Long before “Buy Local” was the bumper sticker phrase of the new century, the founder of Diane Paparo Associates Ltd. (dpa) was supporting local suppliers. Diane sourced furniture from the workshops of craftspeople in Brooklyn and New Jersey, locations close to her Manhattan offices. She even began her foray into the custom rug industry by making rugs in New Jersey. However, for Diane, buying local and American wasn’t about nationalism. It was about supporting communities and “doing what benefits everyone,” she says. When she decided she wanted to create handmade rugs and take her production to Nepal, she explains, “I knew I could rely on GoodWeave® to confirm that my rugs would be made without child labor and in a way that benefited the weavers’ community.”

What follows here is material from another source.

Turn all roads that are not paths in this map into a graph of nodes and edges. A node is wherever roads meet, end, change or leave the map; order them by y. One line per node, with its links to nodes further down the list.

Diane, who comes from a small, hardscrabble community in rural Pennsylvania, attributes her values to her waitress mom, truck driver dad and an inspiring up-by-her-bootstraps backstory. She tells of lying about her age when she was 11 to get her first job cleaning houses, helping her brother with his paper route, and working her way through college. Through it all, she showed a love of design and a fascination with color, light and perspective. That she is still fascinated with those elements is apparent in Caelum. The subtly shaded, hand knotted wool and silk piece changes color as the eye moves from one end to the other. “Lotus Silk,” a wool and silk carpet, experiments with the juxtaposition of organic and geometric images as well as the interplay of cutpile and loop. “The design seems as if it is floating,” Diane says with obvious delight.

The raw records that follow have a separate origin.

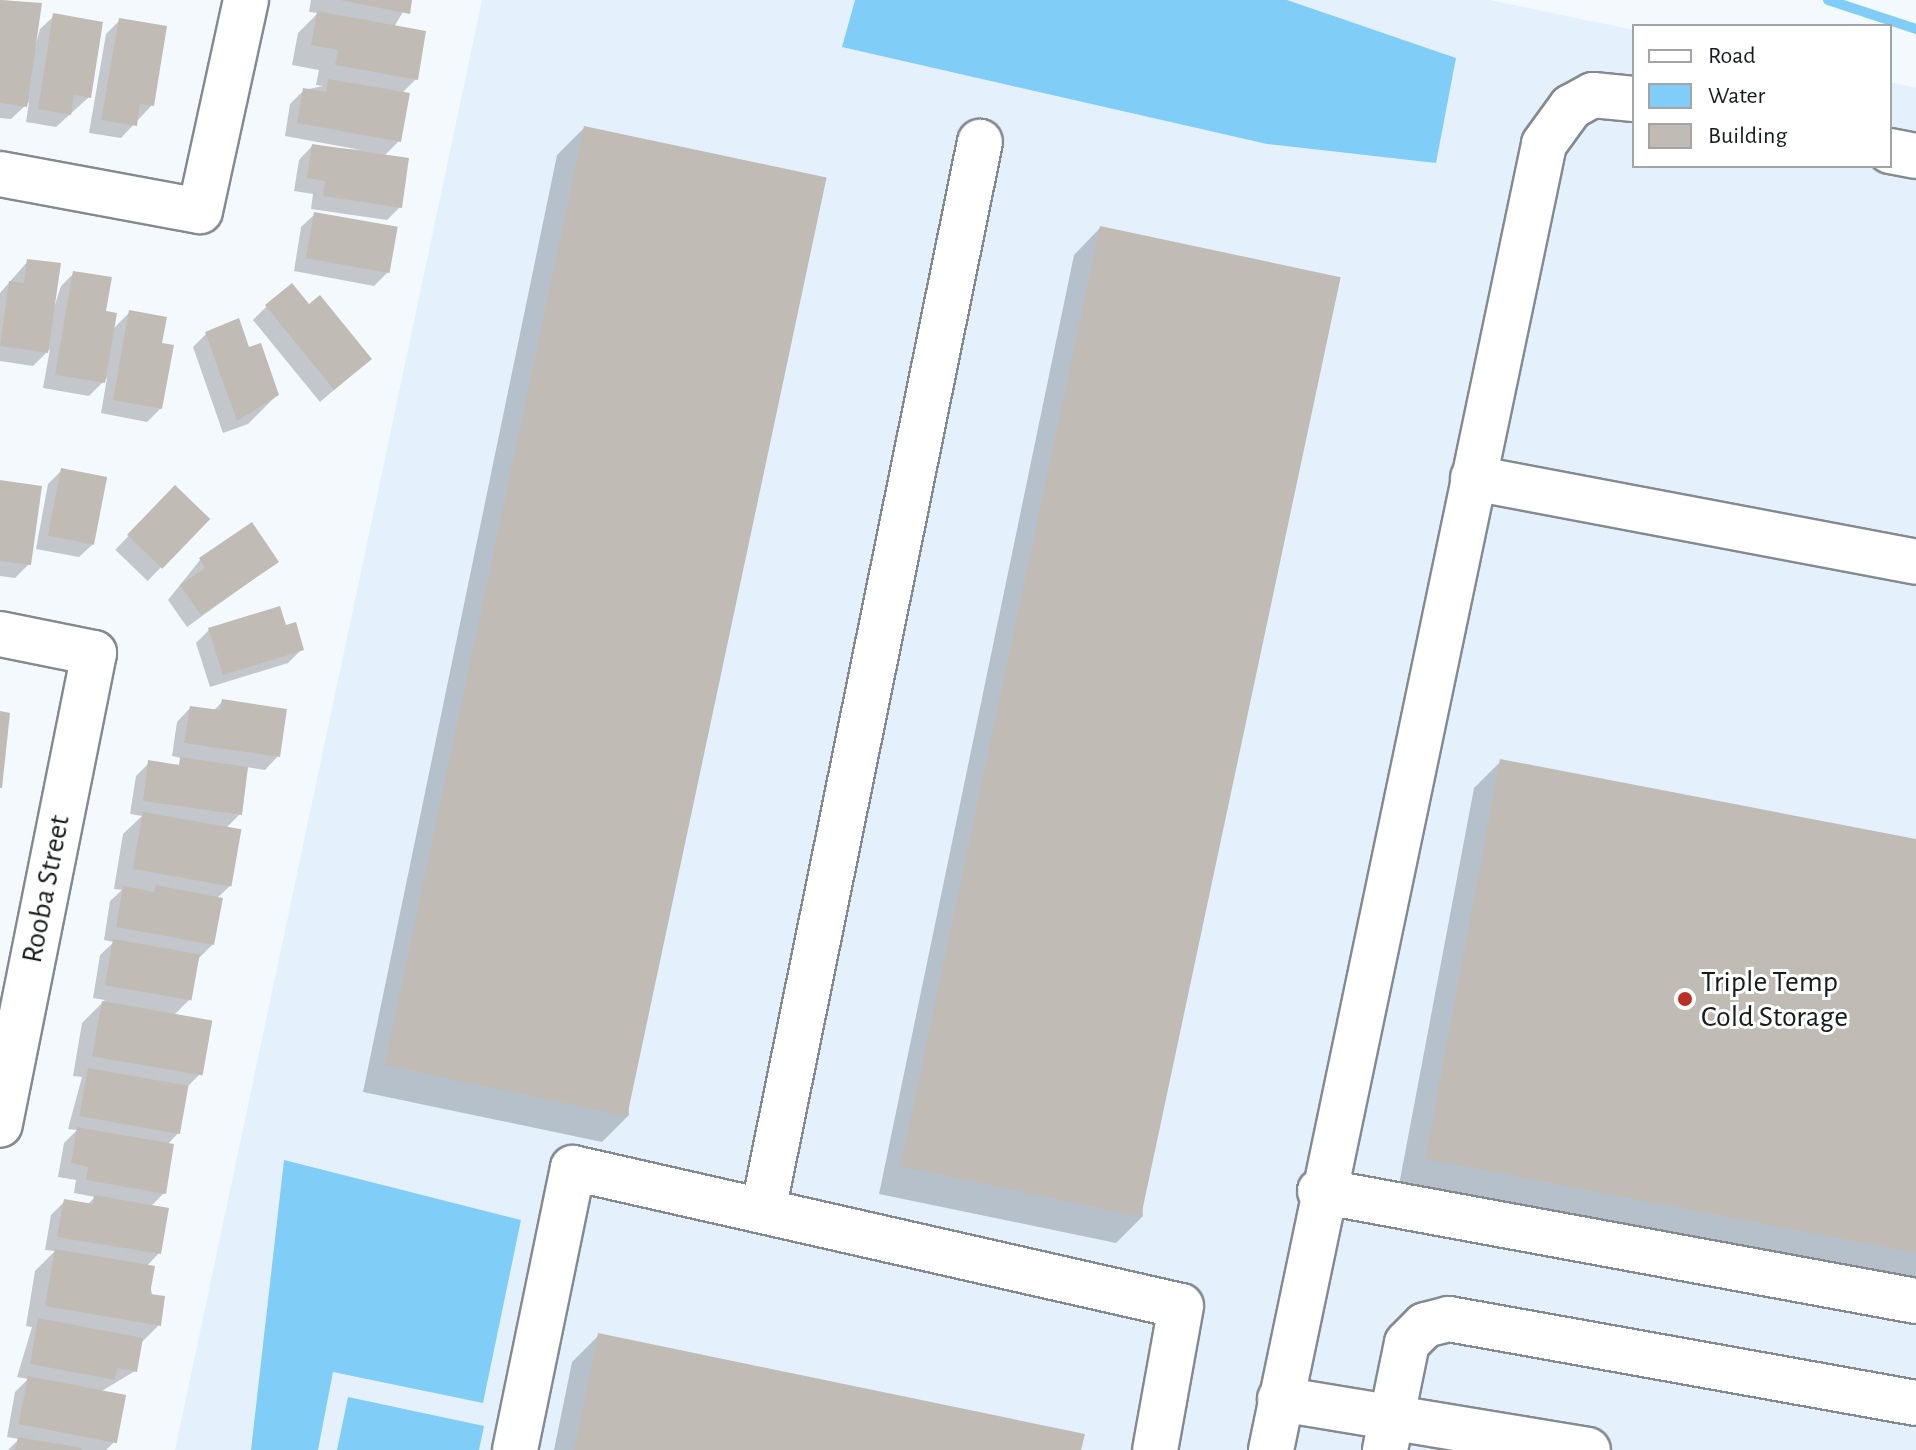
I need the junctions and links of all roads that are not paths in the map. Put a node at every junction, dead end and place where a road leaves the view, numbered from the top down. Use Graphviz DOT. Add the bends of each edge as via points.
graph roads {
  1 [pos="246,0"];
  2 [pos="1632,99"];
  3 [pos="980,142"];
  4 [pos="1892,151"];
  5 [pos="1916,156"];
  6 [pos="0,174"];
  7 [pos="1473,478"];
  8 [pos="1916,562"];
  9 [pos="0,634"];
  10 [pos="8,1033"];
  11 [pos="0,1125"];
  12 [pos="1320,1191"];
  13 [pos="763,1211"];
  14 [pos="1916,1301"];
  15 [pos="1280,1399"];
  16 [pos="1916,1403"];
  17 [pos="1388,1434"];
  18 [pos="515,1450"];
  19 [pos="1155,1450"];
  20 [pos="1271,1450"];
  21 [pos="1588,1450"];
  1 -- 6 [label="street" via="200,211"];
  2 -- 7 [label="street" via="1593,95 1571,107 1544,144"];
  3 -- 13 [label="street"];
  4 -- 5 [label="street"];
  7 -- 8 [label="street"];
  7 -- 12 [label="street"];
  9 -- 10 [label="street, Rooba Street" via="94,653"];
  10 -- 11 [label="street, Rooba Street"];
  12 -- 14 [label="street"];
  12 -- 15 [label="street"];
  13 -- 18 [label="street" via="573,1168"];
  13 -- 19 [label="street" via="1181,1306"];
  15 -- 17 [label="street"];
  15 -- 20 [label="street"];
  16 -- 17 [label="street" via="1449,1319 1425,1325 1407,1343"];
  17 -- 21 [label="street"];
}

Given her extensive and impressive client list, she isn’t the only one who is delighted. Diane says her rugs, inspired by the mixing of natural images with almost mathematical shapes and forms, appeal to a Pacific Rim sensibility. However, she has a thoroughly urban point of view, acknowledging that her compulsive sketching even takes place on her New York subway commute. The enormous joy she gets from the artistic work itself, she says, is matched only by the satisfaction she receives from being able to help small communities in Nepal sustain themselves. “It’s a giveback,” Diane concludes. “It’s as simple as that.”